WORK REQUIRED: Pull every line containing "that" from the listing below.
Segment Start: RECORDS PROVIDED
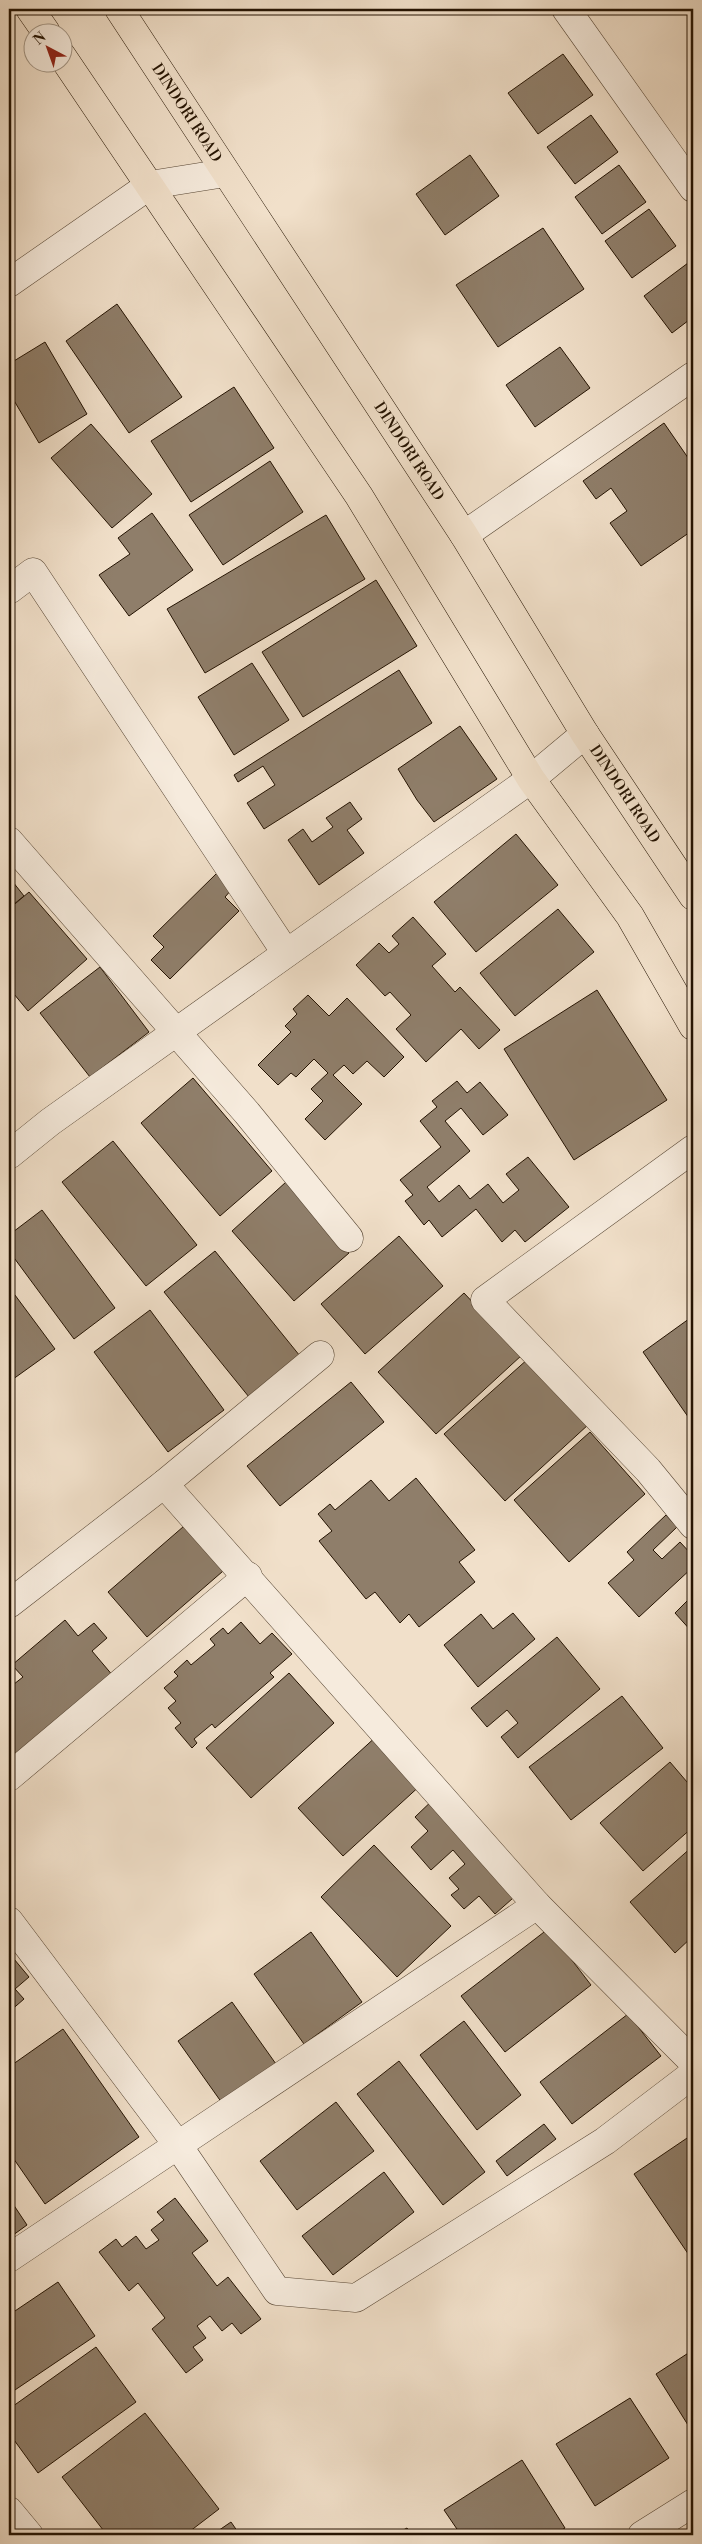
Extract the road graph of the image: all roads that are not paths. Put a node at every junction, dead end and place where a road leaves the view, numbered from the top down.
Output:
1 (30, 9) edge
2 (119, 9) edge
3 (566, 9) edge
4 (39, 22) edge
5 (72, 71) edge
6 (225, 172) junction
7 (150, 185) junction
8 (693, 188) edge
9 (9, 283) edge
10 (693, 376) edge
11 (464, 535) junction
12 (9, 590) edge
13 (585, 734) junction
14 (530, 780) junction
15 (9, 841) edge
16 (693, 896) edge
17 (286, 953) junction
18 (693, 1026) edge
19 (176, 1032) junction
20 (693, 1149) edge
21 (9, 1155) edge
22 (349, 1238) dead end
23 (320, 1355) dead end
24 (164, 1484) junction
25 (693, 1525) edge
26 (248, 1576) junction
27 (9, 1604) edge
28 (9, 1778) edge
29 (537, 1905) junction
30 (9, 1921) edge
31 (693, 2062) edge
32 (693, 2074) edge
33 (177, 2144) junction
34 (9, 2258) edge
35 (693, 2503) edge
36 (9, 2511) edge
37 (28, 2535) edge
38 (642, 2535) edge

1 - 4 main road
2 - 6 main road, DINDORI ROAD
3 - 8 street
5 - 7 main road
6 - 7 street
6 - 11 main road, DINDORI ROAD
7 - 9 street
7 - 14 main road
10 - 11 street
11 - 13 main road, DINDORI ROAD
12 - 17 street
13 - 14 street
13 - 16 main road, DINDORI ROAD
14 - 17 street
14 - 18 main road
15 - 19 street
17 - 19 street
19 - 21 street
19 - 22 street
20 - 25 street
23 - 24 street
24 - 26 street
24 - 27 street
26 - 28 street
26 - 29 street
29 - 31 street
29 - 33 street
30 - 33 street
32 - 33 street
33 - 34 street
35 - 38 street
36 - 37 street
Segment End: RECORDS PROVIDED
Segment Start: RECORDS PROVIDED
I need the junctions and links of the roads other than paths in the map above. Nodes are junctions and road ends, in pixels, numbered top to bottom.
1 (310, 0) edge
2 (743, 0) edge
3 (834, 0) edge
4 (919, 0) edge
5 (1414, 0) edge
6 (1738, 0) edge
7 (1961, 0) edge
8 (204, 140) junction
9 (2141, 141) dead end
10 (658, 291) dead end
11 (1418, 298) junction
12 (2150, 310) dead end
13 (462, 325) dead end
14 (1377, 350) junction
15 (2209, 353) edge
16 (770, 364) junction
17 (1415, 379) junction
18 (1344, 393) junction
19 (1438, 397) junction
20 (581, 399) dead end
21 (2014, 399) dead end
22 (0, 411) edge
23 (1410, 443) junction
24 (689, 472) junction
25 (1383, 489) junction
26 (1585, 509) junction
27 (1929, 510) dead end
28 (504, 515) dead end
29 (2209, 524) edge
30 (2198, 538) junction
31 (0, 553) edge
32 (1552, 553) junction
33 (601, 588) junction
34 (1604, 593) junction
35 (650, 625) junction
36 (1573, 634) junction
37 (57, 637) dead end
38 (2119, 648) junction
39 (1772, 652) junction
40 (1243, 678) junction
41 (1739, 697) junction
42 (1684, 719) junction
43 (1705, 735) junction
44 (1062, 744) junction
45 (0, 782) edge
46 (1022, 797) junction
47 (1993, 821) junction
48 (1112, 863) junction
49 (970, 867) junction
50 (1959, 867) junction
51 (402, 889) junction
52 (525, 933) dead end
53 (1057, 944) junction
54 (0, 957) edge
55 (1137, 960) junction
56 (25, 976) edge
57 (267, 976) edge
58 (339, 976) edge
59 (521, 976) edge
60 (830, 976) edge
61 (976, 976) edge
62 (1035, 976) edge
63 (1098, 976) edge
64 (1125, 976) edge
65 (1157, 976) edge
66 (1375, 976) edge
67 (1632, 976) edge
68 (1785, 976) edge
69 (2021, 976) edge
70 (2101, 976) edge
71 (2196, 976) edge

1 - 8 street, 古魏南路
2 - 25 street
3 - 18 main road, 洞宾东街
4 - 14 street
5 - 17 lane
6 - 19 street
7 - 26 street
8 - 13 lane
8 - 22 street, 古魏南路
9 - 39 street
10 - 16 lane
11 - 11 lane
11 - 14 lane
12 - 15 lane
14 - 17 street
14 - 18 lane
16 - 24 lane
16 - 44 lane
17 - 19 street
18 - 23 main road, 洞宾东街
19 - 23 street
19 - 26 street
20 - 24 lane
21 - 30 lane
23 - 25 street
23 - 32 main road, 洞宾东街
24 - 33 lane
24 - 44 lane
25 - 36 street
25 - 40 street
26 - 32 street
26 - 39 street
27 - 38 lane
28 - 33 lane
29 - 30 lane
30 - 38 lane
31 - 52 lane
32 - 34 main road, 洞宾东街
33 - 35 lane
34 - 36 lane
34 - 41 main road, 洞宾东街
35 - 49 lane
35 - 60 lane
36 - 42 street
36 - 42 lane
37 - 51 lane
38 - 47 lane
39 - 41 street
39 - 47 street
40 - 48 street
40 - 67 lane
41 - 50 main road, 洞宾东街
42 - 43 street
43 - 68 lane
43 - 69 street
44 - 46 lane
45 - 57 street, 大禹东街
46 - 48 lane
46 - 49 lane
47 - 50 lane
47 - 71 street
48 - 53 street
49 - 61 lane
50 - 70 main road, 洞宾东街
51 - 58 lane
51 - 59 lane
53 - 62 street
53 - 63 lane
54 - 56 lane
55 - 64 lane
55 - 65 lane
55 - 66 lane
Segment End: RECORDS PROVIDED
Segment Start: RECORDS PROVIDED
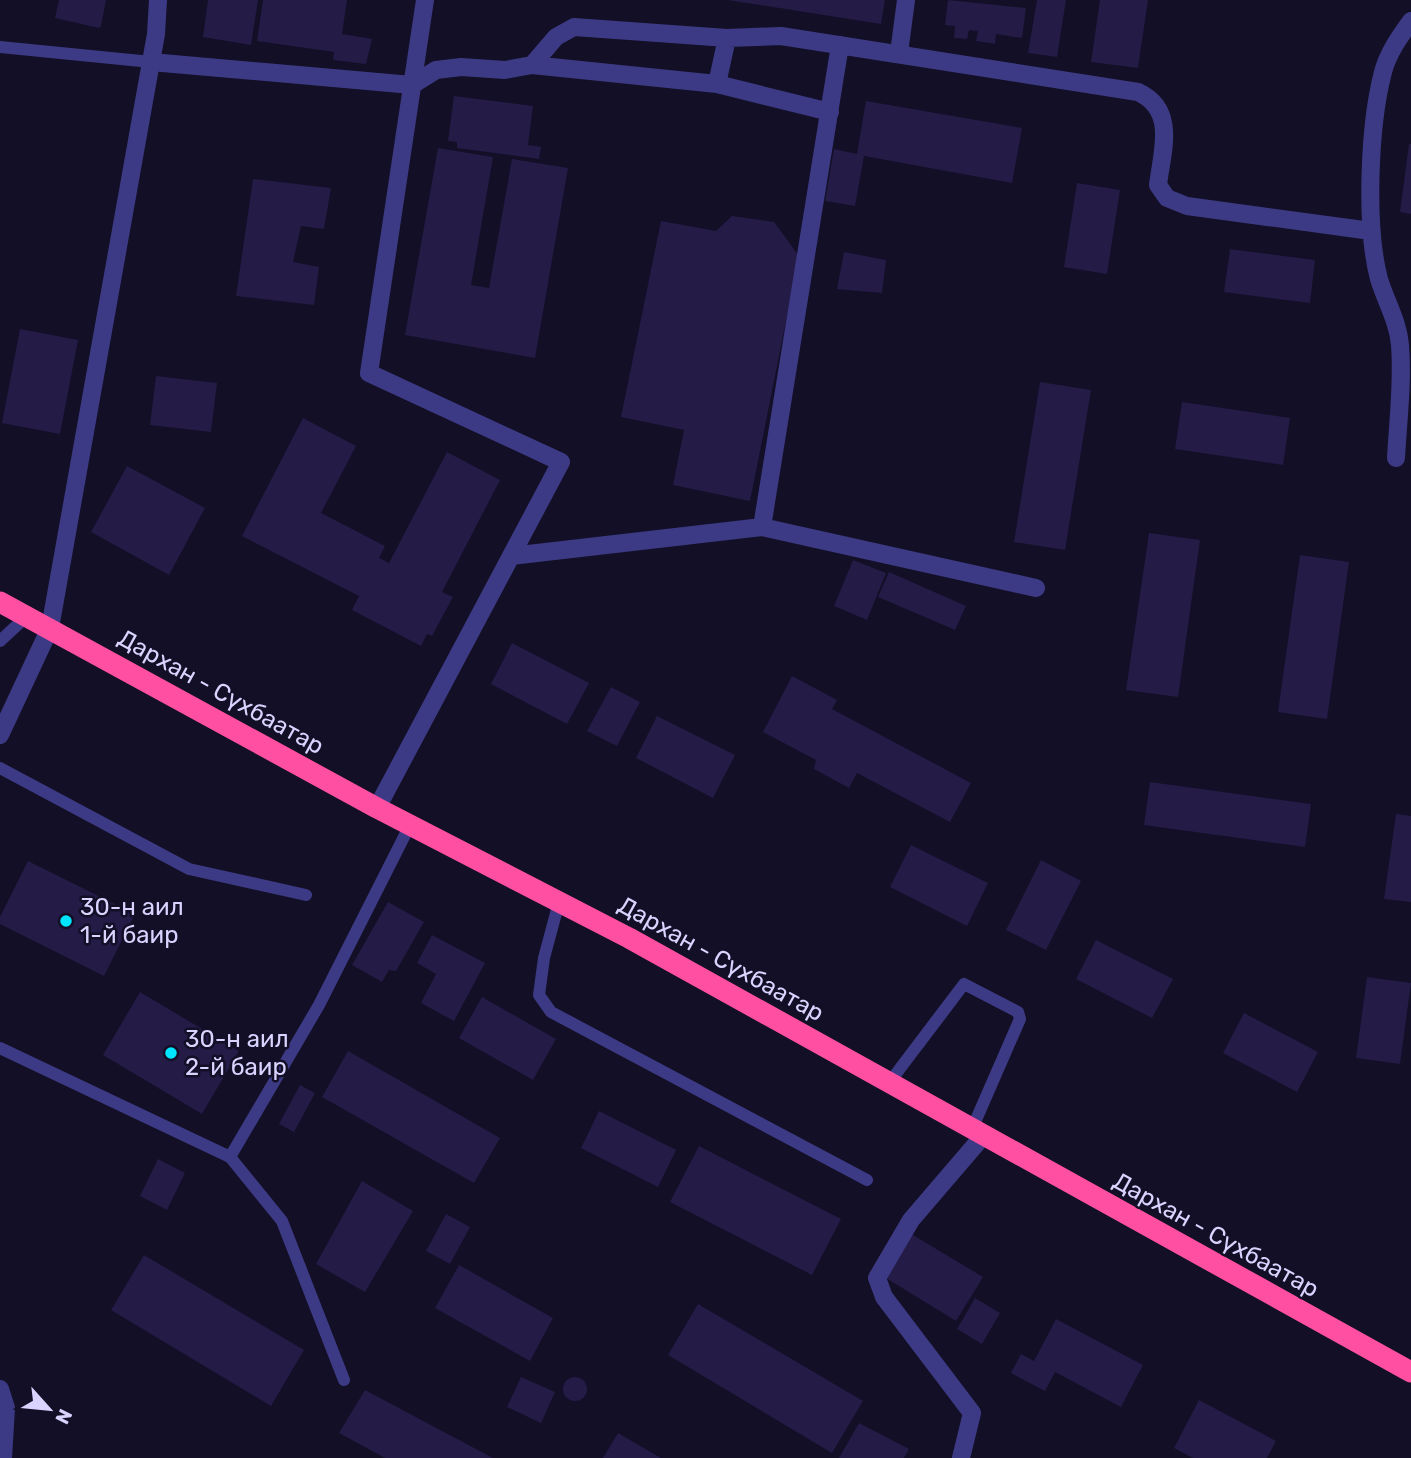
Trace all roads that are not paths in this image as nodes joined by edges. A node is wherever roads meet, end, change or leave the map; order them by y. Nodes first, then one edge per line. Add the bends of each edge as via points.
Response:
Segment End: RECORDS PROVIDED
EXERCISE SOLUTION:
Extract the road graph of the image: all roads that are not paths. Put a node at every junction, dead end and place where a road leaves the view, numbered from the top down.
Trace all roads that are not paths in this image as nodes joined by edges. A node is wherever roads meet, end, change or leave the map; order them by y. Nodes first, then one edge per line. Add the bends of each edge as via points.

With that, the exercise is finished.